#### Excerpted data
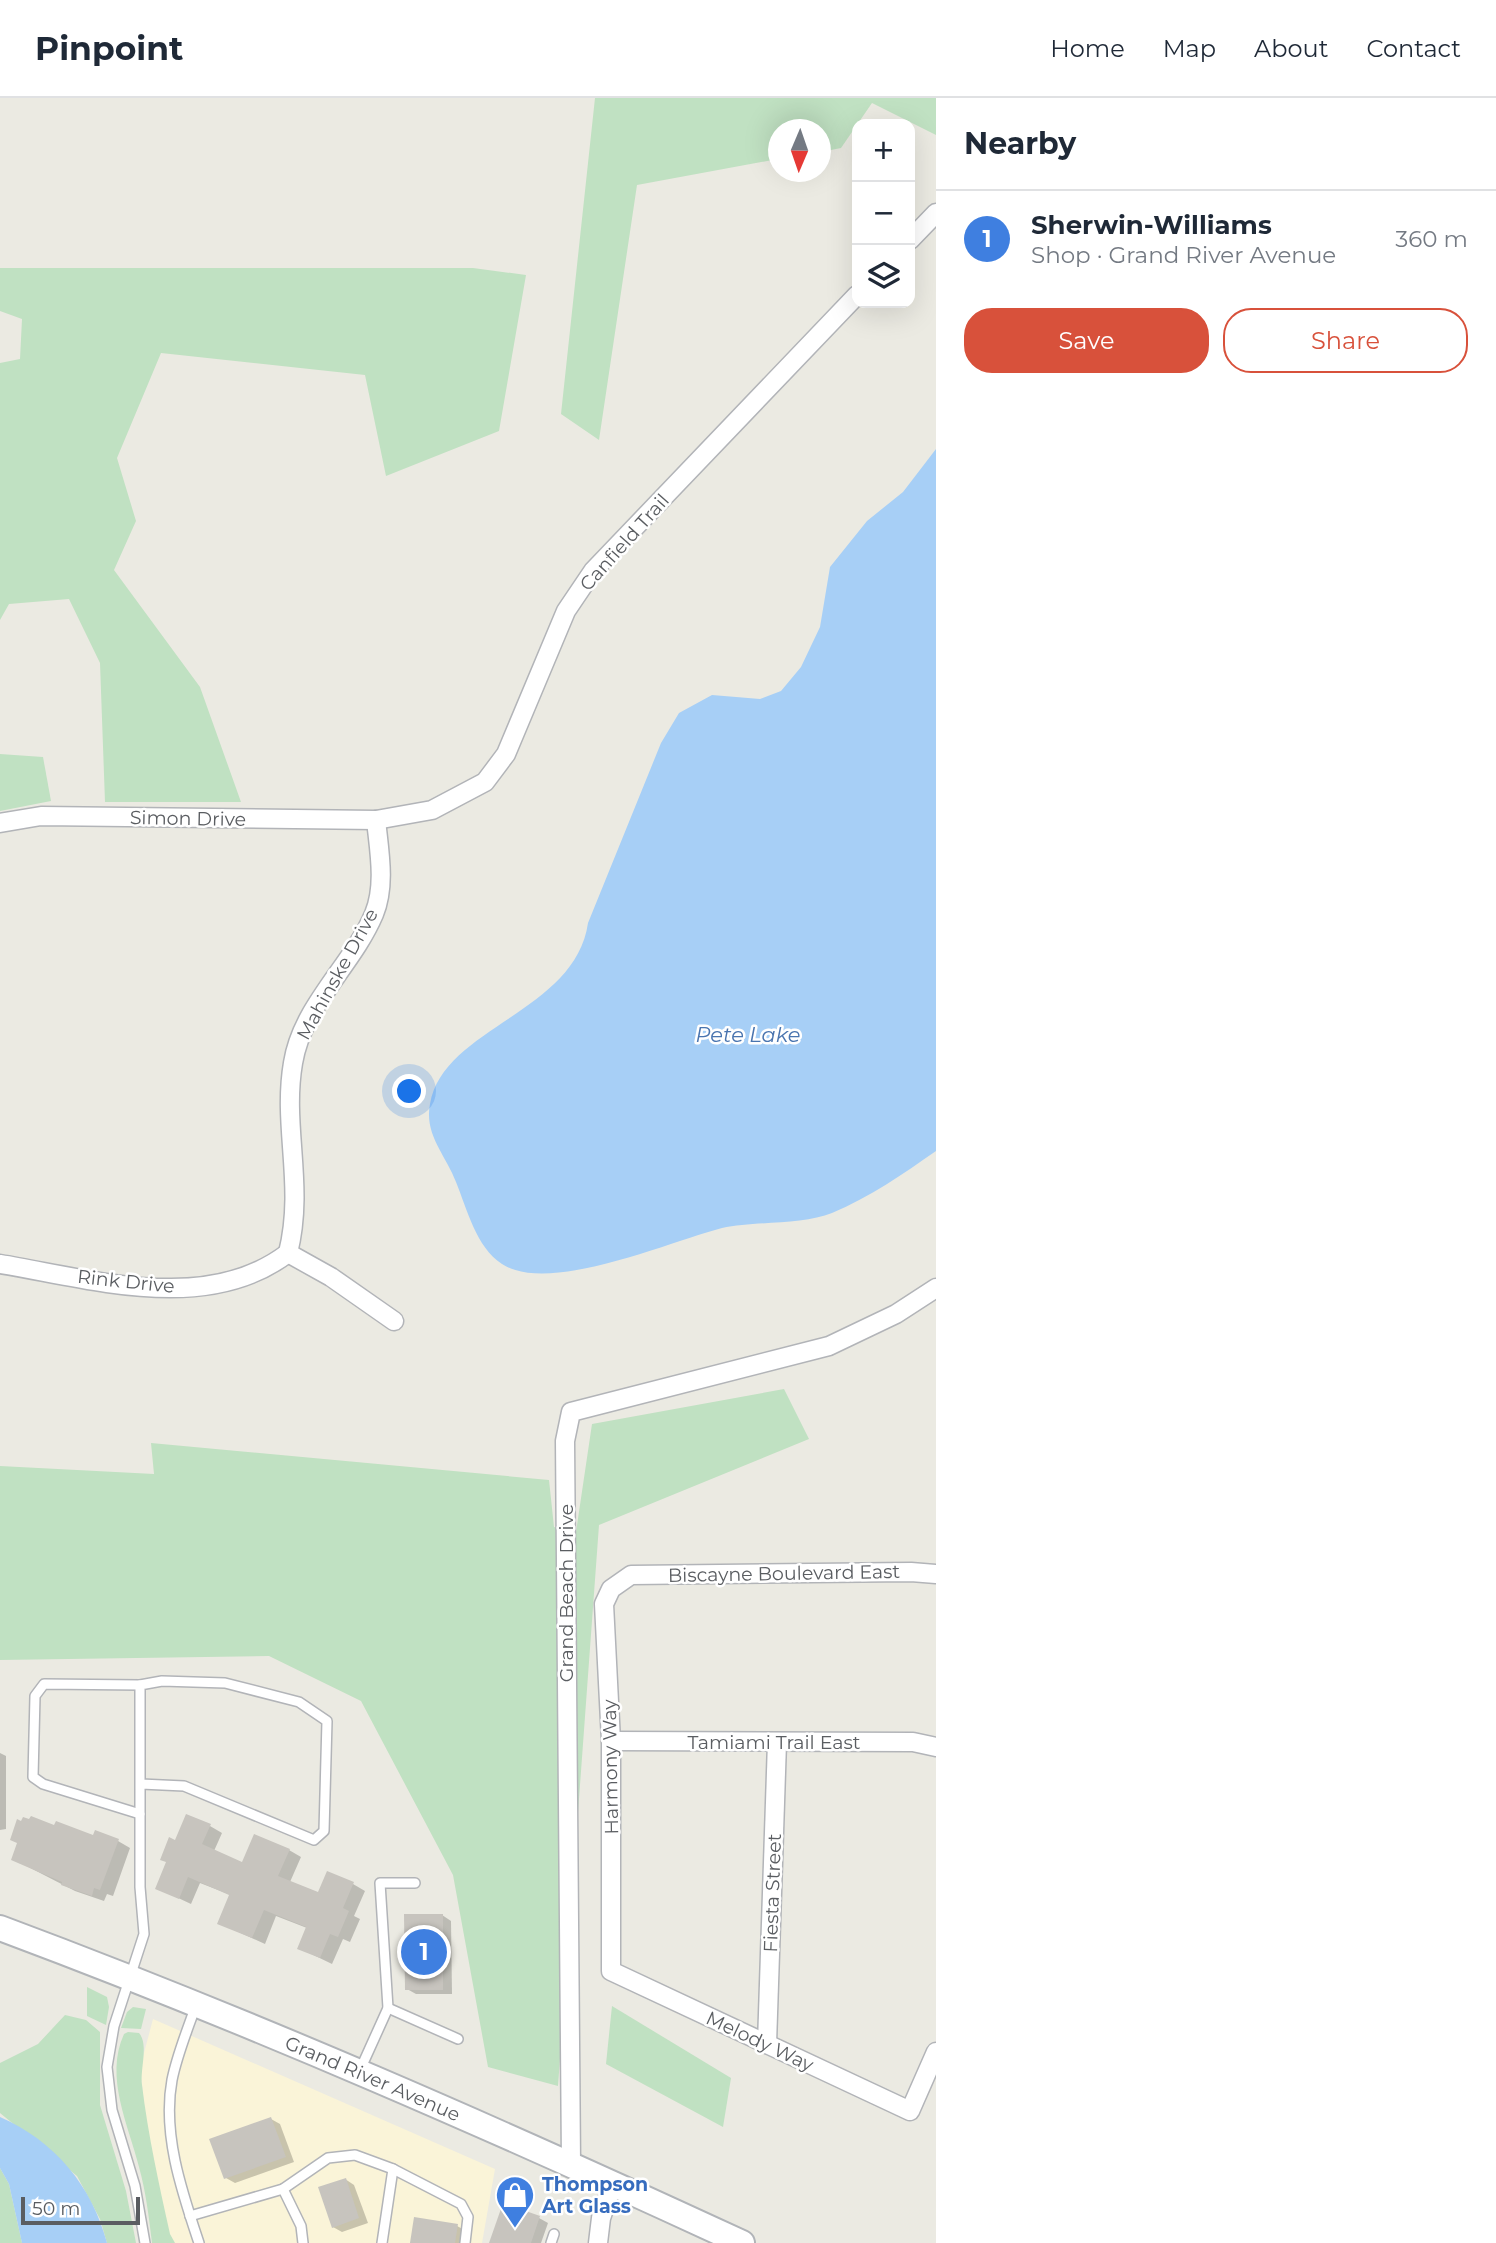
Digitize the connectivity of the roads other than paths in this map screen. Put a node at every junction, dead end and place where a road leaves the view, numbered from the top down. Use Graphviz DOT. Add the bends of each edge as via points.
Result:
graph roads {
  1 [pos="936,213"];
  2 [pos="915,235"];
  3 [pos="852,300"];
  4 [pos="376,820"];
  5 [pos="0,823"];
  6 [pos="288,1253"];
  7 [pos="0,1264"];
  8 [pos="936,1288"];
  9 [pos="394,1321"];
  10 [pos="936,1574"];
  11 [pos="632,1575"];
  12 [pos="140,1685"];
  13 [pos="611,1741"];
  14 [pos="777,1742"];
  15 [pos="936,1747"];
  16 [pos="141,1784"];
  17 [pos="140,1814"];
  18 [pos="415,1883"];
  19 [pos="0,1927"];
  20 [pos="611,1971"];
  21 [pos="131,1977"];
  22 [pos="197,2003"];
  23 [pos="388,2008"];
  24 [pos="458,2039"];
  25 [pos="767,2044"];
  26 [pos="936,2052"];
  27 [pos="360,2070"];
  28 [pos="571,2163"];
  29 [pos="393,2169"];
  30 [pos="613,2183"];
  31 [pos="283,2189"];
  32 [pos="190,2216"];
  33 [pos="145,2243"];
  34 [pos="199,2243"];
  35 [pos="303,2243"];
  36 [pos="382,2243"];
  37 [pos="465,2243"];
  38 [pos="598,2243"];
  39 [pos="742,2243"];
  1 -- 2 [label="street"];
  3 -- 4 [label="street, Canfield Trail" via="593,572 566,611 506,754 485,782 432,810"];
  4 -- 5 [label="street, Simon Drive" via="41,816"];
  4 -- 6 [label="street, Mahinske Drive" via="381,875 374,914 306,1025 293,1062 290,1096 297,1203"];
  6 -- 7 [label="street, Rink Drive" via="269,1268 190,1288 133,1285"];
  6 -- 9 [label="street"];
  8 -- 28 [label="street, Grand Beach Drive" via="896,1314 829,1346 571,1412 565,1441"];
  10 -- 11 [label="street, Biscayne Boulevard East"];
  11 -- 13 [label="street, Harmony Way" via="611,1589 604,1604"];
  12 -- 16 [label="lane"];
  12 -- 16 [label="lane" via="225,1682 299,1702 327,1721 324,1831 314,1840 184,1786"];
  12 -- 17 [label="lane" via="44,1684 35,1696 33,1777"];
  13 -- 14 [label="street, Tamiami Trail East"];
  13 -- 20 [label="street, Harmony Way"];
  14 -- 15 [label="street, Tamiami Trail East" via="913,1742"];
  14 -- 25 [label="street, Fiesta Street"];
  16 -- 17 [label="lane"];
  17 -- 21 [label="lane" via="144,1925"];
  18 -- 23 [label="lane" via="380,1883"];
  19 -- 21 [label="main road, Grand River Avenue"];
  20 -- 25 [label="street, Melody Way"];
  21 -- 22 [label="main road, Grand River Avenue"];
  21 -- 33 [label="lane" via="114,2026 107,2067 112,2110 135,2186"];
  22 -- 27 [label="main road, Grand River Avenue"];
  22 -- 32 [label="lane" via="171,2093 176,2160"];
  23 -- 24 [label="lane"];
  23 -- 27 [label="lane"];
  25 -- 26 [label="street, Melody Way" via="910,2111"];
  27 -- 28 [label="main road, Grand River Avenue"];
  28 -- 30 [label="main road, Grand River Avenue"];
  29 -- 31 [label="lane" via="355,2155 337,2155"];
  29 -- 36 [label="lane"];
  29 -- 37 [label="lane" via="461,2204 468,2217"];
  30 -- 38 [label="street"];
  30 -- 39 [label="main road, Grand River Avenue"];
  31 -- 32 [label="lane"];
  31 -- 35 [label="lane"];
  32 -- 34 [label="lane"];
}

#### Goal of the exercise
Wherever the word "main" appears in a line of the data above, copy that line.

#### Solution for this task
  19 -- 21 [label="main road, Grand River Avenue"];
  21 -- 22 [label="main road, Grand River Avenue"];
  22 -- 27 [label="main road, Grand River Avenue"];
  27 -- 28 [label="main road, Grand River Avenue"];
  28 -- 30 [label="main road, Grand River Avenue"];
  30 -- 39 [label="main road, Grand River Avenue"];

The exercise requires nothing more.